Sobe para nove o número de mortos do edifício ‘Champlain Towers’, em Miami

Engenheiros, com bases em evidências, apontam colapso de coluna como causa de desabamento

 

 

Especialistas em engenharia, com base em evidências publicamente disponíveis, disseram que o colapso de uma coluna poderá ter sido a causa do desabamento de parte do edifício ‘Champlain Towers’. Sobe para nove o número de mortos

 

Da Redação

Bombeiros de Miami-Dade e a Força-Tarefa Um da Flórida procuram os desaparecidos no desabamento do edifício “Champlain Towers” em Surfside, Flórida. O número de mortos no desabamento do prédio aumentou para nove, informou a prefeita de Miami-Dade, Daniella Levine Cava, no domingo.

Uma vítima morreu no hospital e equipes de resgate retiraram mais corpos dos escombros, acrescentou Levine Cava. Dezenas de equipes de resgate ainda estavam no local do desastre neste domingo, tentando encontrar sobreviventes. Mais de 150 pessoas ainda estão desaparecidas.

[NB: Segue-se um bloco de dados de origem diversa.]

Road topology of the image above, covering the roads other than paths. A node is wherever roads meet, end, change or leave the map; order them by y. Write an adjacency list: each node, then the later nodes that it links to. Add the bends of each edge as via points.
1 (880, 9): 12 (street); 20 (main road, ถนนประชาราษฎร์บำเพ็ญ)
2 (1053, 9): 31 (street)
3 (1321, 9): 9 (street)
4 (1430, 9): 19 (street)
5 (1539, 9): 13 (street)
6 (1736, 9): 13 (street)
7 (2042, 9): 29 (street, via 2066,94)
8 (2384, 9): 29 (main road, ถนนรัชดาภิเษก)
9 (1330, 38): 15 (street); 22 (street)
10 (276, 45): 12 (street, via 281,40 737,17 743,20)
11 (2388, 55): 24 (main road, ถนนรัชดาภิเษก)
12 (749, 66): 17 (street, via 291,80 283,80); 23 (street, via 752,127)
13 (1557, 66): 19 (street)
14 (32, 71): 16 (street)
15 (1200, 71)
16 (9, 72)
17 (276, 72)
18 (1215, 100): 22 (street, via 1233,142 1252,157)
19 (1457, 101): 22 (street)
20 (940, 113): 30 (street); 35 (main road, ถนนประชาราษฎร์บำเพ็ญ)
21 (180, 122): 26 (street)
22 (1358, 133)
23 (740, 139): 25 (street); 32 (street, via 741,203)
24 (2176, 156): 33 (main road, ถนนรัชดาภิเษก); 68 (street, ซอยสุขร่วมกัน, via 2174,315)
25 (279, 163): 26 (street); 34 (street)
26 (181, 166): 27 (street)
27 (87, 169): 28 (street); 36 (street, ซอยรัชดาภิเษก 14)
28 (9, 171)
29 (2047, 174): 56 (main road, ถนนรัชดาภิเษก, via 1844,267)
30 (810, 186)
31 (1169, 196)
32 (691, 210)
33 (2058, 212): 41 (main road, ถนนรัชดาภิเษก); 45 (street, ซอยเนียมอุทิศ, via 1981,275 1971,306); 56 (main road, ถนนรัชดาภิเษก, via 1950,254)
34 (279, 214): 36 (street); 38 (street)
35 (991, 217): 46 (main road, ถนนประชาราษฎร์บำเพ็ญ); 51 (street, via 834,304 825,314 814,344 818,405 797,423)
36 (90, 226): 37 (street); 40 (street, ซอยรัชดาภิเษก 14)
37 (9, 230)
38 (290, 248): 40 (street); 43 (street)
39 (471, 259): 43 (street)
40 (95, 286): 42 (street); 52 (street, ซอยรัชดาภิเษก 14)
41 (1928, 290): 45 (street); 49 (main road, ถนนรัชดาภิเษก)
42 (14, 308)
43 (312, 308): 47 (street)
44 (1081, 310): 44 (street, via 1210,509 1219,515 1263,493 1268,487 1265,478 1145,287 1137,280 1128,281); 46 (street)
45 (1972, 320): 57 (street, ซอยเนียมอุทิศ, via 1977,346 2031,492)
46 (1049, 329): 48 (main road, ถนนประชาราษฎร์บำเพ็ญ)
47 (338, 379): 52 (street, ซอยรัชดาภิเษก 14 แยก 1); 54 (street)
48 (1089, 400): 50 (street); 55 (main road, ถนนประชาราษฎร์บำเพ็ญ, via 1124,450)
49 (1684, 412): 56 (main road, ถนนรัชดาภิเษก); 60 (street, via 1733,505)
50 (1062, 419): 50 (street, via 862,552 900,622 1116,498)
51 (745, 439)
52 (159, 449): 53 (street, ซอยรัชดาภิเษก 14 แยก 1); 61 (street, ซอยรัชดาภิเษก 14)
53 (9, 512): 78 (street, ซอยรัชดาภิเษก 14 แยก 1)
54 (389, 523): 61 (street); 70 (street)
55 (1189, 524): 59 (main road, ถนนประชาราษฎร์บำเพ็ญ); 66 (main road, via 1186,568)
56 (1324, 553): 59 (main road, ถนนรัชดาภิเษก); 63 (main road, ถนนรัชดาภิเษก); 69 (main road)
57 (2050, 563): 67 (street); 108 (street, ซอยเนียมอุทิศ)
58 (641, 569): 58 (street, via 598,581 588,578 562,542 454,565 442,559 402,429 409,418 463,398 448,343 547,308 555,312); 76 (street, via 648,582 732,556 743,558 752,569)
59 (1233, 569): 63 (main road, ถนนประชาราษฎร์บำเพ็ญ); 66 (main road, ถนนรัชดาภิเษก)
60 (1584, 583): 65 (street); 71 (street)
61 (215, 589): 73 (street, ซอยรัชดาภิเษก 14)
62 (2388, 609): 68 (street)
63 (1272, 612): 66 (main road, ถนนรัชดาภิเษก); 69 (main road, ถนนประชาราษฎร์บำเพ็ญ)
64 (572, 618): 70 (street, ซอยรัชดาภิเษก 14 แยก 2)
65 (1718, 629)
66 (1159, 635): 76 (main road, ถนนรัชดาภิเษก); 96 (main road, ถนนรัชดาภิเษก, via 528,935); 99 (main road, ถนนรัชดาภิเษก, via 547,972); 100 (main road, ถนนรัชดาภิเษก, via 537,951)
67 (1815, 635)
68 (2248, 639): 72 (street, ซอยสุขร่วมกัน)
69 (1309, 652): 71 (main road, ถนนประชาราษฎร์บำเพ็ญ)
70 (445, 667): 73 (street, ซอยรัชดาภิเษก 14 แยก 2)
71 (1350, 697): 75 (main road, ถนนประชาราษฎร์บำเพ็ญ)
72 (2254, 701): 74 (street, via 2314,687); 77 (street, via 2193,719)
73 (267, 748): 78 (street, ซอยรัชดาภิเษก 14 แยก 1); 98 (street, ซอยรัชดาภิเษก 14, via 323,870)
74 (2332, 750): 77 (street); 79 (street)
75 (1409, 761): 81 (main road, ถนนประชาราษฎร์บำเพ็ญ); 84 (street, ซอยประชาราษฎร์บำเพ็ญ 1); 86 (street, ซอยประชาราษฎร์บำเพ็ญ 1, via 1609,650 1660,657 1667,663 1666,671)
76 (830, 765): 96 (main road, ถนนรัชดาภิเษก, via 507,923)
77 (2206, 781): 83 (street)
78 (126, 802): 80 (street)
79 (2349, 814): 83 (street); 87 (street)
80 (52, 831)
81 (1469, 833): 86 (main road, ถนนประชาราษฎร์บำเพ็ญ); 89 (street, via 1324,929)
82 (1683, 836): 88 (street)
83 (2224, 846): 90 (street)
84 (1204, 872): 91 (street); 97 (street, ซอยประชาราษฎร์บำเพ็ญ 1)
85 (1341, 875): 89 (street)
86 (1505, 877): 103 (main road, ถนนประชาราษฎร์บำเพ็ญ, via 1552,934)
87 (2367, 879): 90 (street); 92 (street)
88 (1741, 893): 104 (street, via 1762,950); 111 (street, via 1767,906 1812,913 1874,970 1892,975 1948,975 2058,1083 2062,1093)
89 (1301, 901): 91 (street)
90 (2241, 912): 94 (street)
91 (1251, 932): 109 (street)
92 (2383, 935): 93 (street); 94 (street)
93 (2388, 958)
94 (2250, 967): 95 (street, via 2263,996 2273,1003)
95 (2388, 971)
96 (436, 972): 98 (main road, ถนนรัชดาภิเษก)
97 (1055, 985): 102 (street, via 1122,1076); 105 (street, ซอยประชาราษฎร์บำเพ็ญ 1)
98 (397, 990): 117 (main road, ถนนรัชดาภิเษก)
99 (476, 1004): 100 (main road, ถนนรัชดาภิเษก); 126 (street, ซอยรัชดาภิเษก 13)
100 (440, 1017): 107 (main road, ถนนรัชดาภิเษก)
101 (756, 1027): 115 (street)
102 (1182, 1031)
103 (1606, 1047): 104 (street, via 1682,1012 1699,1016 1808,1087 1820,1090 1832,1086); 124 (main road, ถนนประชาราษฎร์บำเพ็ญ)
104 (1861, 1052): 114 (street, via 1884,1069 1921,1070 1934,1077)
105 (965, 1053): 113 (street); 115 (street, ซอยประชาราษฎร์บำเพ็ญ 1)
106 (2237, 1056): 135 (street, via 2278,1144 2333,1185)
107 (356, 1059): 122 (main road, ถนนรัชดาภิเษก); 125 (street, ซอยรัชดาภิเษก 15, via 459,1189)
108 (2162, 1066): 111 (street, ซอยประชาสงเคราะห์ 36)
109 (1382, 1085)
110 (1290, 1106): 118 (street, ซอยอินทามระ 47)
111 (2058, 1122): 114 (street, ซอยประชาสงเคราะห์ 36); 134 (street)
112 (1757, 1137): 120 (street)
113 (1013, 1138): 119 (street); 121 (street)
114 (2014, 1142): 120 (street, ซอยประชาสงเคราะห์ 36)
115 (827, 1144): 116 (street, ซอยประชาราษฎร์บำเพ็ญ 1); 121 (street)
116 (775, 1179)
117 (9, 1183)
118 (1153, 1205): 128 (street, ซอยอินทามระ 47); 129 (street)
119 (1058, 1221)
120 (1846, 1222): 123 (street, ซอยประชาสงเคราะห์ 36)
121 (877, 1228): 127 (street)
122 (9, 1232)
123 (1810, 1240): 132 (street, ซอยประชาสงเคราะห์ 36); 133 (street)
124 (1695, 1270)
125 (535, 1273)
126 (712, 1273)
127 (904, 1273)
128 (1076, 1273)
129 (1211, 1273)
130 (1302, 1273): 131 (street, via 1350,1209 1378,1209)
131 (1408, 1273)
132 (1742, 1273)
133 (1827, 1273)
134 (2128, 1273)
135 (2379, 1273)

“Conseguimos remover quatro corpos das ruínas e outros restos humanos. Até hoje uma vítima faleceu no hospital e nós recuperamos oito  vítimas no local. Portanto, estou confirmando hoje que o número de mortos é de nove. Identificamos quatro das vítimas e informamos as famílias ”, disse a prefeita.

Dezenas de famílias aguardam notícias de seus entes queridos. Um deles é Mike Noriega, cuja avó Hilda Noriega, de 92 anos, morava no sexto andar do prédio que desabou em Surfside. E quando Noriega soube que parte da torre do condomínio onde sua avó morava havia desabado, foi com o pai até o local. Eles chegaram a um monte de concreto triturado e metal de 30 pés, os restos do prédio de 12 andares, mas não havia sinal da senhora Hilda.

A causa do colapso mortal à meia-noite de parte do edifício “Champlain Towers” em Surfside – condomínio de 12 andares, que deixou dezenas de pessoas enterradas em escombros –, ainda é um mistério que pode levar meses, talvez anos, de investigação forense. Embora nada seja certo, há um consenso crescente entre os especialistas sobre a sequência do colapso e a provável localização de seu gatilho.

Seis especialistas em engenharia disseram que, com base em evidências publicamente disponíveis, incluindo planos de construção, relatórios de inspeção recentes, fotos de destroços, uma testemunha ocular e um vídeo de vigilância, do colapso de uma coluna. A laje estrutural ou de concreto abaixo da piscina provavelmente cedeu primeiro, fazendo com que o convés desabasse na garagem abaixo, formando uma cratera abaixo da volumosa seção média da torre, que então desabou sobre si mesma.

Em algo que parece reforçar a teoria dos especialistas, uma vizinha ligou para o marido momentos antes do colapso para lhe dizer que podia ver uma cratera na área da piscina da varanda do quarto andar de seu apartamento à beira-mar. Então a comunicação foi cortada, disse Mike Stratton, que estava viajando na época. Sua esposa, Cassie, está entre 156 pessoas desaparecidas na tragédia.

Greg Batista, engenheiro de reparos de concreto que trabalhou no deck da piscina do condomínio em 2017, disse que a queda do prédio aponta para um colapso inicial na área do deck da piscina. O engenheiro estrutural e inspetor de construção aposentado Gene Santiago concordou que era um provável gatilho e apontou para uma inspeção de 2018, relatada pela primeira vez pelo Herald, que observou “danos estruturais significativos” abaixo da cobertura da piscina.